Description of the reasons for non-adherence to treatment is just one of the future analyses that should be undertaken on the robust data set available from the HF registry. Other planned analyses include multivariate analyses on prognostic factors, survival analyses on the various clinical outcomes, subgroup analyses on the adequacy of therapy and their impact on outcomes according to the HF type (HFrEF, HFmrEF and HFpEF), and detailed healthcare usage across the various subgroups. Furthermore, given that one limitation of the study is its implementation in only three institutions and with this pilot study being able to demonstrate the scalability of a purely electronic HF registry, more study sites may be included in the future.
Study Limitations
This is a non-interventional, non-randomised study; hence, adherence to treatment guidelines is affected by multiple patient- and physician-related real-world factors.
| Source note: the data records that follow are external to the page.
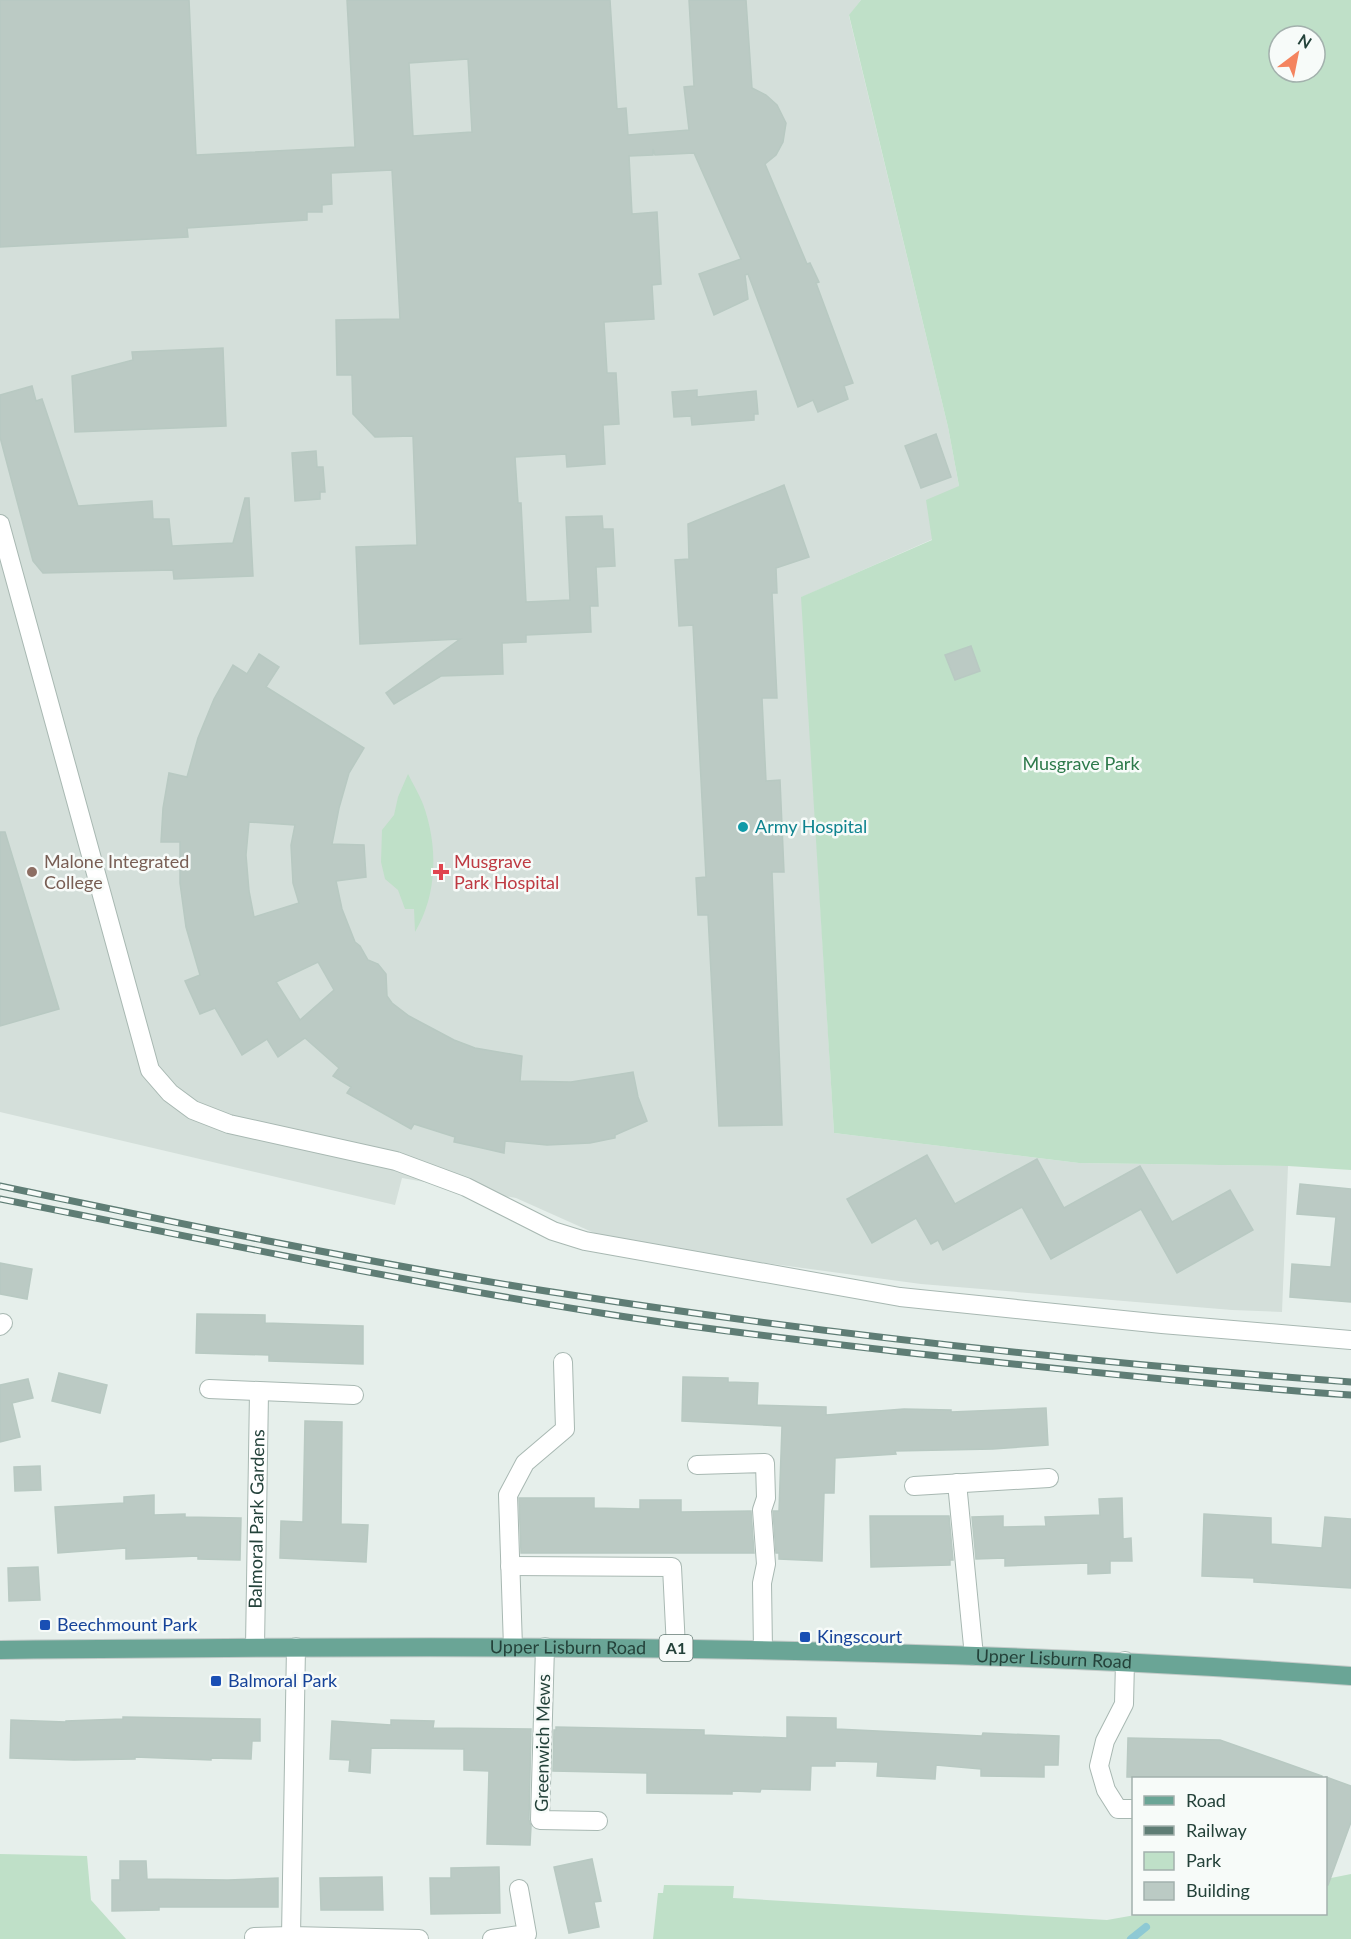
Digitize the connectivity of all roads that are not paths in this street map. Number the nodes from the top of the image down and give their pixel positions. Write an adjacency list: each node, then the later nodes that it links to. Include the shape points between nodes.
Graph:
1 (0, 524): 2 (street, via 150,1070 170,1093 193,1110 229,1124 396,1161 465,1187 553,1231 585,1241 900,1297)
2 (1351, 1340)
3 (563, 1362): 11 (street, via 565,1429 525,1463 508,1495)
4 (209, 1389): 5 (street)
5 (259, 1392): 6 (street); 12 (street, Balmoral Park Gardens)
6 (354, 1395)
7 (697, 1465): 18 (street, via 765,1463)
8 (1049, 1478): 9 (street)
9 (957, 1483): 10 (street); 19 (street)
10 (914, 1486)
11 (510, 1566): 14 (street); 16 (street, via 672,1567)
12 (255, 1647): 13 (main road, Upper Lisburn Road / A1); 17 (main road, Upper Lisburn Road / A1)
13 (296, 1647): 14 (main road, Upper Lisburn Road / A1); 25 (street)
14 (513, 1647): 15 (main road, Upper Lisburn Road / A1)
15 (544, 1647): 16 (main road, Upper Lisburn Road / A1); 23 (street, Greenwich Mews, via 540,1820)
16 (676, 1648): 18 (main road, Upper Lisburn Road / A1)
17 (0, 1650)
18 (763, 1650): 19 (main road, Upper Lisburn Road / A1)
19 (974, 1656): 20 (main road, Upper Lisburn Road / A1)
20 (1125, 1661): 21 (main road, Upper Lisburn Road / A1); 22 (street, via 1124,1704 1099,1766 1106,1790 1118,1809)
21 (1351, 1676)
22 (1132, 1809)
23 (598, 1821)
24 (519, 1889): 28 (street, via 526,1934)
25 (291, 1936): 26 (street); 27 (street)
26 (254, 1937)
27 (419, 1939)
28 (492, 1939)

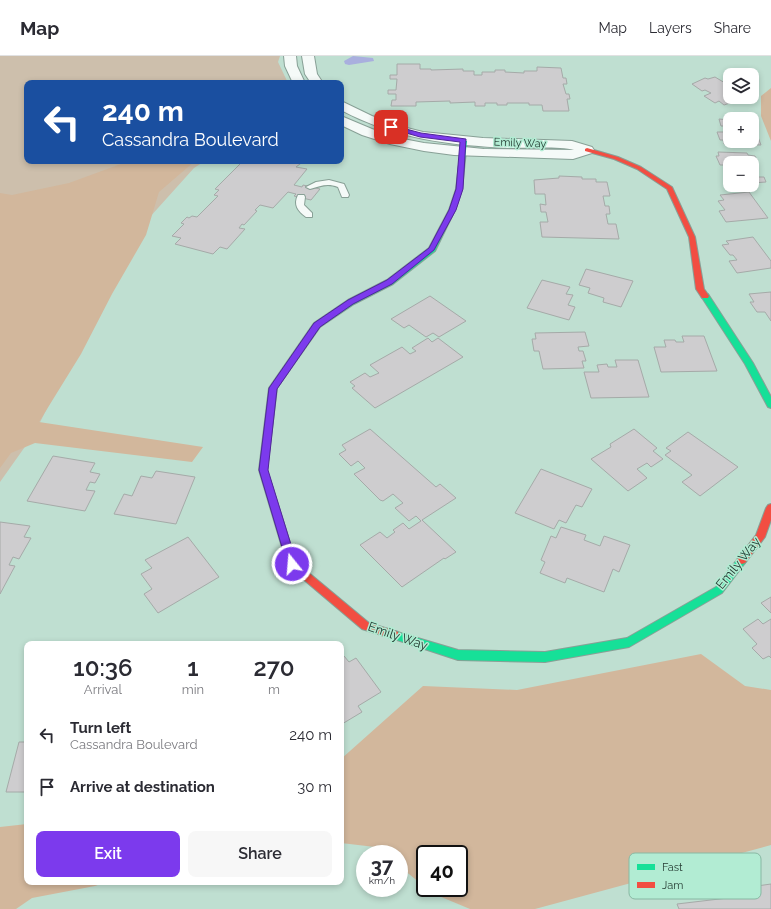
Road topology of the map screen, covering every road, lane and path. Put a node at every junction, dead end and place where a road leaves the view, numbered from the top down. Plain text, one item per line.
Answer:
1 (290, 56) edge
2 (308, 56) edge
3 (298, 80) edge
4 (315, 80) edge
5 (344, 107) edge
6 (344, 121) edge
7 (463, 146) junction
8 (587, 150) joint
9 (310, 187) dead end
10 (345, 195) dead end
11 (301, 197) dead end
12 (309, 215) dead end
13 (771, 405) edge
14 (771, 508) edge

1 - 3 street
2 - 4 street
5 - 7 street
6 - 7 street
7 - 8 street, Emily Way
7 - 14 street, Emily Way
8 - 13 street, Emily Way
9 - 10 lane
11 - 12 lane

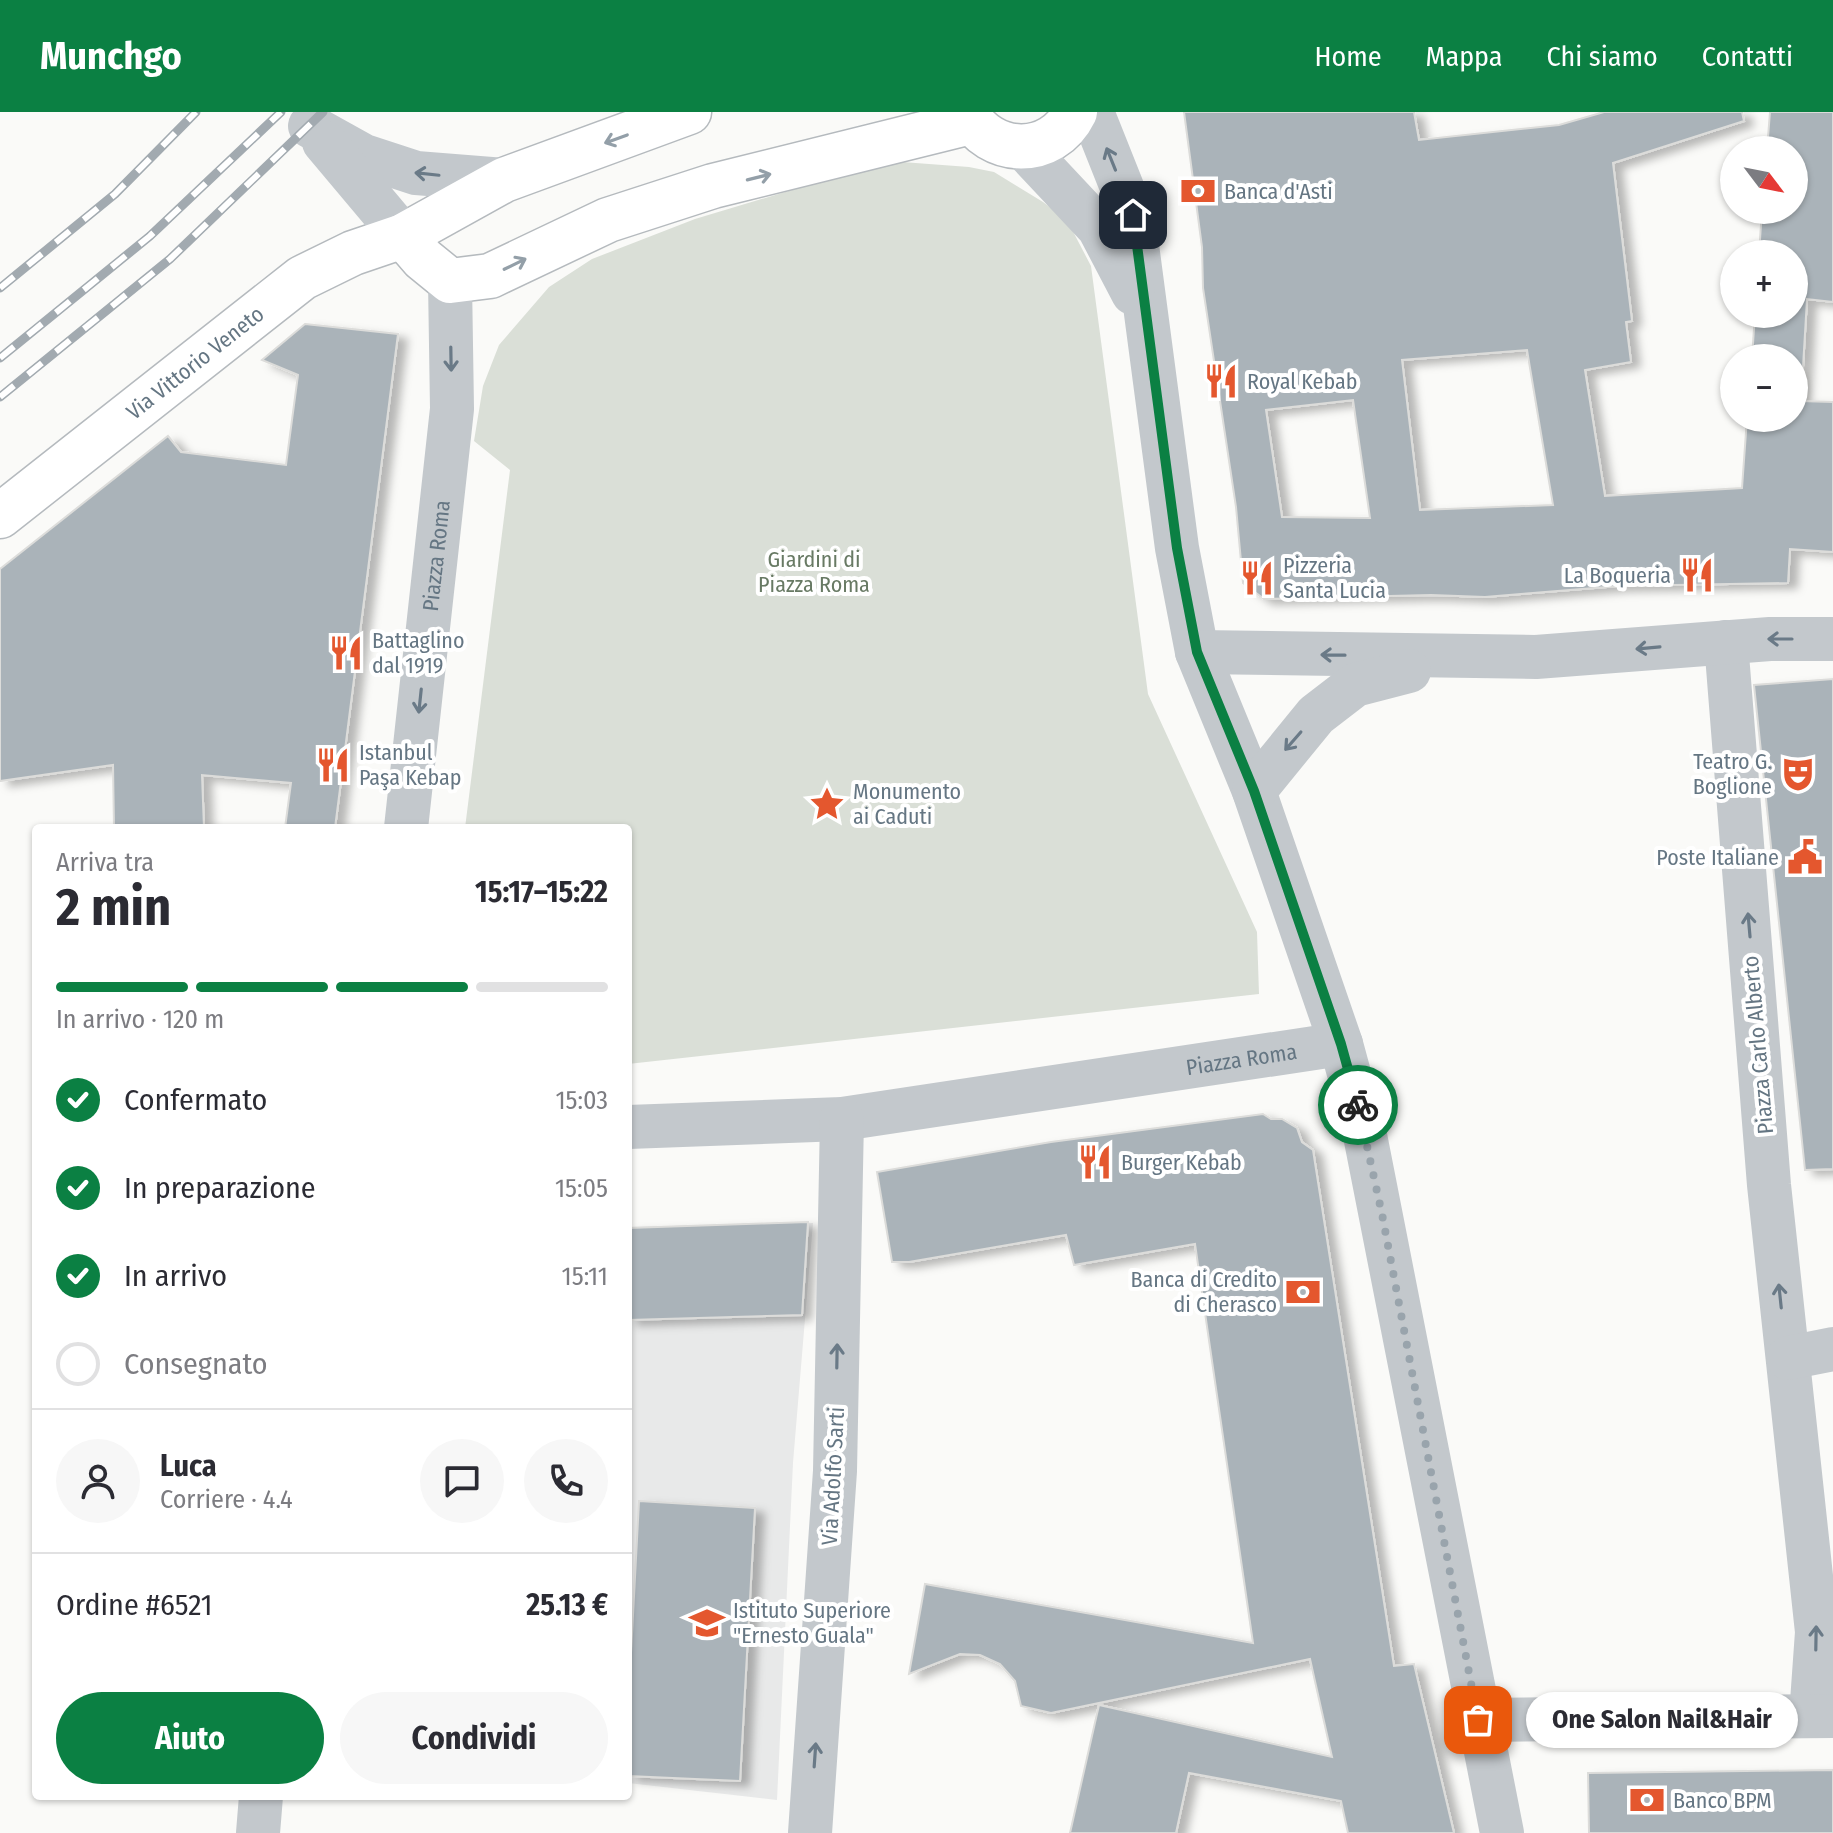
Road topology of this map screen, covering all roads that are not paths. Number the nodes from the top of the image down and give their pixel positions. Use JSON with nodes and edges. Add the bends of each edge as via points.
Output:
{"nodes":[{"id":1,"x":689,"y":112,"type":"edge"},
{"id":2,"x":1075,"y":112,"type":"edge"},
{"id":3,"x":1092,"y":112,"type":"edge"},
{"id":4,"x":969,"y":117,"type":"edge"},
{"id":5,"x":302,"y":119,"type":"edge"},
{"id":6,"x":1024,"y":148,"type":"junction"},
{"id":7,"x":504,"y":180,"type":"junction"},
{"id":8,"x":403,"y":236,"type":"junction"},
{"id":9,"x":450,"y":281,"type":"junction"},
{"id":10,"x":1145,"y":317,"type":"junction"},
{"id":11,"x":0,"y":516,"type":"edge"},
{"id":12,"x":1833,"y":639,"type":"edge"},
{"id":13,"x":1726,"y":642,"type":"junction"},
{"id":14,"x":1197,"y":652,"type":"junction"},
{"id":15,"x":1458,"y":658,"type":"junction"},
{"id":16,"x":1254,"y":791,"type":"junction"},
{"id":17,"x":406,"y":824,"type":"edge"},
{"id":18,"x":1341,"y":1044,"type":"junction"},
{"id":19,"x":842,"y":1119,"type":"junction"},
{"id":20,"x":632,"y":1127,"type":"edge"},
{"id":21,"x":1833,"y":1349,"type":"edge"},
{"id":22,"x":1788,"y":1358,"type":"junction"},
{"id":23,"x":1822,"y":1716,"type":"edge"},
{"id":24,"x":1478,"y":1720,"type":"junction"},
{"id":25,"x":261,"y":1800,"type":"edge"},
{"id":26,"x":258,"y":1833,"type":"edge"},
{"id":27,"x":810,"y":1833,"type":"edge"},
{"id":28,"x":1502,"y":1833,"type":"edge"}],
"edges":[{"from":1,"to":7,"type":"main road","one_way":true},
{"from":2,"to":6,"type":"main road","via":[[1058,134]]},
{"from":10,"to":3,"type":"street","one_way":true,"via":[[1133,215]]},
{"from":4,"to":6,"type":"main road","via":[[995,142]]},
{"from":9,"to":4,"type":"main road","one_way":true,"via":[[490,276],[608,220],[713,186]]},
{"from":7,"to":5,"type":"street","one_way":true,"via":[[416,173],[364,156]]},
{"from":5,"to":8,"type":"street"},
{"from":6,"to":10,"type":"street","via":[[1099,228]]},
{"from":7,"to":8,"type":"main road"},
{"from":8,"to":9,"type":"main road"},
{"from":8,"to":11,"type":"main road","name":"Via Vittorio Veneto","via":[[302,278]]},
{"from":9,"to":17,"type":"street","name":"Piazza Roma","one_way":true,"via":[[452,409]]},
{"from":10,"to":14,"type":"street"},
{"from":12,"to":13,"type":"street","one_way":true},
{"from":13,"to":15,"type":"street","one_way":true},
{"from":22,"to":13,"type":"street","name":"Piazza Carlo Alberto","one_way":true,"via":[[1769,1185]]},
{"from":15,"to":14,"type":"street","one_way":true},
{"from":14,"to":16,"type":"street"},
{"from":15,"to":16,"type":"street","one_way":true,"via":[[1355,685],[1316,715]]},
{"from":16,"to":18,"type":"street"},
{"from":18,"to":19,"type":"street","name":"Piazza Roma"},
{"from":18,"to":24,"type":"street","via":[[1382,1214]]},
{"from":19,"to":20,"type":"street","name":"Piazza Roma"},
{"from":27,"to":19,"type":"street","name":"Via Adolfo Sarti","one_way":true,"via":[[835,1471]]},
{"from":21,"to":22,"type":"street"},
{"from":23,"to":22,"type":"street","name":"Piazza Carlo Alberto","one_way":true},
{"from":23,"to":24,"type":"street","name":"Piazza Carlo Alberto"},
{"from":24,"to":28,"type":"street"},
{"from":25,"to":26,"type":"street"}]}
While almost 84% of patients had at least one follow-up visit, the majority of patients did not follow up regularly with their physician, which may have affected not only the study’s data collection but also the quality of care they received. While only 12% of patients did not undergo echocardiography throughout the study, around 40% did not have echocardiographic results upon enrolment. This delay in performing an echocardiogram may also have impaired optimal treatment decision-making. Finally, the study only had a 1-year follow-up, which shows an incomplete picture of late mortality. Despite these limitations, the findings of this registry are an eye-opener for clinicians treating HF as the assessment and treatment of HF in the Philippines remains suboptimal and should be improved to ensure that patient outcomes are maximised.
Conclusion
This pilot HF registry showed that a purely electronic HF registry is implementable across various types of healthcare institutions and may be used to collect long-term data with a high rate of follow-up. Based on its preliminary results, most HF patients in the Philippines receive only suboptimal pharmacotherapy, which may contribute to the 21% hospitalisation rate and almost 16% mortality rate over a 400-day follow-up period.
Clinical Perspective
- This pilot, non-interventional, longitudinal registry of adult heart failure patients from the Philippines showed major gaps in the use of echocardiography and natriuretic peptide measurement in patient assessment.
- Only 12% of heart failure patients received four drug classes and only 24% received three drug classes. This treatment pattern was associated with a 21% hospitalisation rate within 1 year and a 1-year mortality rate of 15%.
- The study highlights the need for improvement in the quality of care given to HF patients in the Philippines.